## WHAT IS EXPECTED
Each entry should be set down again verbatim, with the images omitted.

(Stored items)
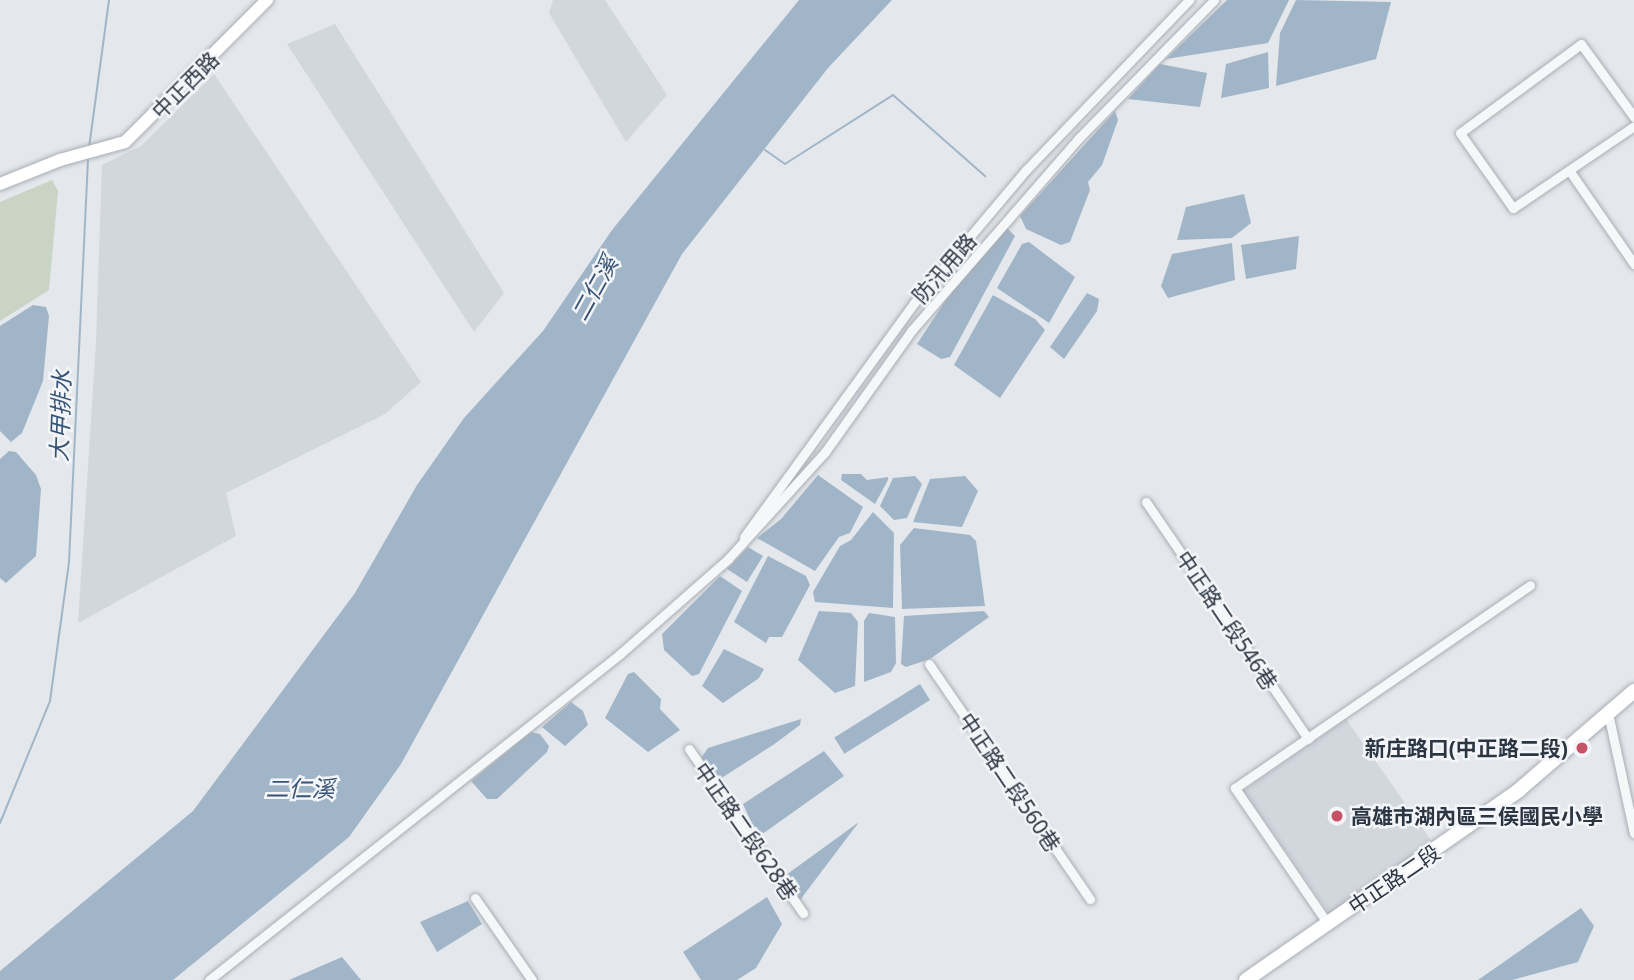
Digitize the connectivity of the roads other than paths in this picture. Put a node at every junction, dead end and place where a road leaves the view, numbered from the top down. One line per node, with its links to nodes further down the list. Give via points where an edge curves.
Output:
1 (267, 0): 7 (street, 中正西路, via 132,137)
2 (1189, 0): 10 (street, 防汛用路, via 1026,170 914,303)
3 (1214, 0): 10 (street, via 1036,187 912,330 825,452)
4 (1634, 117): 6 (street, via 1581,44 1460,133 1513,208)
5 (1634, 126): 6 (street)
6 (1571, 173): 8 (street)
7 (0, 184)
8 (1634, 264)
9 (1146, 502): 15 (street, 中正路二段546巷)
10 (728, 559): 22 (street, via 620,654)
11 (1530, 585): 15 (street)
12 (929, 664): 19 (street, 中正路二段560巷)
13 (1634, 691): 14 (main road, 中正路二段)
14 (1608, 713): 17 (street); 21 (main road, 中正路二段, via 1519,790)
15 (1308, 739): 21 (street, via 1235,788)
16 (689, 750): 20 (street, 中正路二段628巷)
17 (1634, 833)
18 (475, 898): 23 (street)
19 (1090, 899)
20 (803, 913)
21 (1328, 923): 24 (main road, 中正路二段)
22 (209, 980)
23 (532, 980)
24 (1247, 980)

## ANSWER SPACE
Digitize the connectivity of the roads other than paths in this picture. Put a node at every junction, dead end and place where a road leaves the view, numbered from the top down. One line per node, with its links to nodes further down the list. Give via points where an edge curves.
Output:
1 (267, 0): 7 (street, 中正西路, via 132,137)
2 (1189, 0): 10 (street, 防汛用路, via 1026,170 914,303)
3 (1214, 0): 10 (street, via 1036,187 912,330 825,452)
4 (1634, 117): 6 (street, via 1581,44 1460,133 1513,208)
5 (1634, 126): 6 (street)
6 (1571, 173): 8 (street)
7 (0, 184)
8 (1634, 264)
9 (1146, 502): 15 (street, 中正路二段546巷)
10 (728, 559): 22 (street, via 620,654)
11 (1530, 585): 15 (street)
12 (929, 664): 19 (street, 中正路二段560巷)
13 (1634, 691): 14 (main road, 中正路二段)
14 (1608, 713): 17 (street); 21 (main road, 中正路二段, via 1519,790)
15 (1308, 739): 21 (street, via 1235,788)
16 (689, 750): 20 (street, 中正路二段628巷)
17 (1634, 833)
18 (475, 898): 23 (street)
19 (1090, 899)
20 (803, 913)
21 (1328, 923): 24 (main road, 中正路二段)
22 (209, 980)
23 (532, 980)
24 (1247, 980)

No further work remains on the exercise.